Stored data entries
***
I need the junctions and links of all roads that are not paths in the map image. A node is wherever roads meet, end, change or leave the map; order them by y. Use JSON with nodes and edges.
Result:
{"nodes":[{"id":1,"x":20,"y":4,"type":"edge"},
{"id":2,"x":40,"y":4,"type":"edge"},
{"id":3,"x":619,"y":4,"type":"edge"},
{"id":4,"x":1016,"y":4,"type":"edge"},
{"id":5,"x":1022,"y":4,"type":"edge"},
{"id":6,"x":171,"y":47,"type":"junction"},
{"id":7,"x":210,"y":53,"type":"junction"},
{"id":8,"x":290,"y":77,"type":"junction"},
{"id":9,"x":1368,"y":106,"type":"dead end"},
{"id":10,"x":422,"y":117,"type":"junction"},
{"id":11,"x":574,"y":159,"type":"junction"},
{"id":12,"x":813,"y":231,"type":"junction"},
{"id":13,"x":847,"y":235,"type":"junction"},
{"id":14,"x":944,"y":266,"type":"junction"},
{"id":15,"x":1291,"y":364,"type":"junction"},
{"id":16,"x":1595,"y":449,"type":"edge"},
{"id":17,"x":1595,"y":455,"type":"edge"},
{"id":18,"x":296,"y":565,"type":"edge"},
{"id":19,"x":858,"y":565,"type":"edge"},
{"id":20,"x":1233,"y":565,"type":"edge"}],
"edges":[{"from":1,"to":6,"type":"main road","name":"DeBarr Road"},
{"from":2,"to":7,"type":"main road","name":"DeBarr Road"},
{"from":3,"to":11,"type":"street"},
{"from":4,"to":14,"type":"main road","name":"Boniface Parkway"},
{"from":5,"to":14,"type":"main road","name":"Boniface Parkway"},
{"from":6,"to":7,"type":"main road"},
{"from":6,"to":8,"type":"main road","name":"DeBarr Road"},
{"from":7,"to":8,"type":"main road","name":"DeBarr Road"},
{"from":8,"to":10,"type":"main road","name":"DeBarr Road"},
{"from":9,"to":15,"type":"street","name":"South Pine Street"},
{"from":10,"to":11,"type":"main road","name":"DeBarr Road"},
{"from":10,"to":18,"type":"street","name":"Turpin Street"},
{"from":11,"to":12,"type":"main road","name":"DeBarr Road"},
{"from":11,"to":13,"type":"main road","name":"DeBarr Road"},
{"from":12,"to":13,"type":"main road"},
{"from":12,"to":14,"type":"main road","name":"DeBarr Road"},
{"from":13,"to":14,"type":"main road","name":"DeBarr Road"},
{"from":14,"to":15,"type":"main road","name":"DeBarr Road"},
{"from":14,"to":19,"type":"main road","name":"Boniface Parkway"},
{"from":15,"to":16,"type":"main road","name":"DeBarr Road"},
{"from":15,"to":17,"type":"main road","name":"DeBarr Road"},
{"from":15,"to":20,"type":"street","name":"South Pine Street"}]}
***
EXERCISE:
All of the records above should be repeated exactly.

REPLY:
I need the junctions and links of all roads that are not paths in the map image. A node is wherever roads meet, end, change or leave the map; order them by y. Use JSON with nodes and edges.
Result:
{"nodes":[{"id":1,"x":20,"y":4,"type":"edge"},
{"id":2,"x":40,"y":4,"type":"edge"},
{"id":3,"x":619,"y":4,"type":"edge"},
{"id":4,"x":1016,"y":4,"type":"edge"},
{"id":5,"x":1022,"y":4,"type":"edge"},
{"id":6,"x":171,"y":47,"type":"junction"},
{"id":7,"x":210,"y":53,"type":"junction"},
{"id":8,"x":290,"y":77,"type":"junction"},
{"id":9,"x":1368,"y":106,"type":"dead end"},
{"id":10,"x":422,"y":117,"type":"junction"},
{"id":11,"x":574,"y":159,"type":"junction"},
{"id":12,"x":813,"y":231,"type":"junction"},
{"id":13,"x":847,"y":235,"type":"junction"},
{"id":14,"x":944,"y":266,"type":"junction"},
{"id":15,"x":1291,"y":364,"type":"junction"},
{"id":16,"x":1595,"y":449,"type":"edge"},
{"id":17,"x":1595,"y":455,"type":"edge"},
{"id":18,"x":296,"y":565,"type":"edge"},
{"id":19,"x":858,"y":565,"type":"edge"},
{"id":20,"x":1233,"y":565,"type":"edge"}],
"edges":[{"from":1,"to":6,"type":"main road","name":"DeBarr Road"},
{"from":2,"to":7,"type":"main road","name":"DeBarr Road"},
{"from":3,"to":11,"type":"street"},
{"from":4,"to":14,"type":"main road","name":"Boniface Parkway"},
{"from":5,"to":14,"type":"main road","name":"Boniface Parkway"},
{"from":6,"to":7,"type":"main road"},
{"from":6,"to":8,"type":"main road","name":"DeBarr Road"},
{"from":7,"to":8,"type":"main road","name":"DeBarr Road"},
{"from":8,"to":10,"type":"main road","name":"DeBarr Road"},
{"from":9,"to":15,"type":"street","name":"South Pine Street"},
{"from":10,"to":11,"type":"main road","name":"DeBarr Road"},
{"from":10,"to":18,"type":"street","name":"Turpin Street"},
{"from":11,"to":12,"type":"main road","name":"DeBarr Road"},
{"from":11,"to":13,"type":"main road","name":"DeBarr Road"},
{"from":12,"to":13,"type":"main road"},
{"from":12,"to":14,"type":"main road","name":"DeBarr Road"},
{"from":13,"to":14,"type":"main road","name":"DeBarr Road"},
{"from":14,"to":15,"type":"main road","name":"DeBarr Road"},
{"from":14,"to":19,"type":"main road","name":"Boniface Parkway"},
{"from":15,"to":16,"type":"main road","name":"DeBarr Road"},
{"from":15,"to":17,"type":"main road","name":"DeBarr Road"},
{"from":15,"to":20,"type":"street","name":"South Pine Street"}]}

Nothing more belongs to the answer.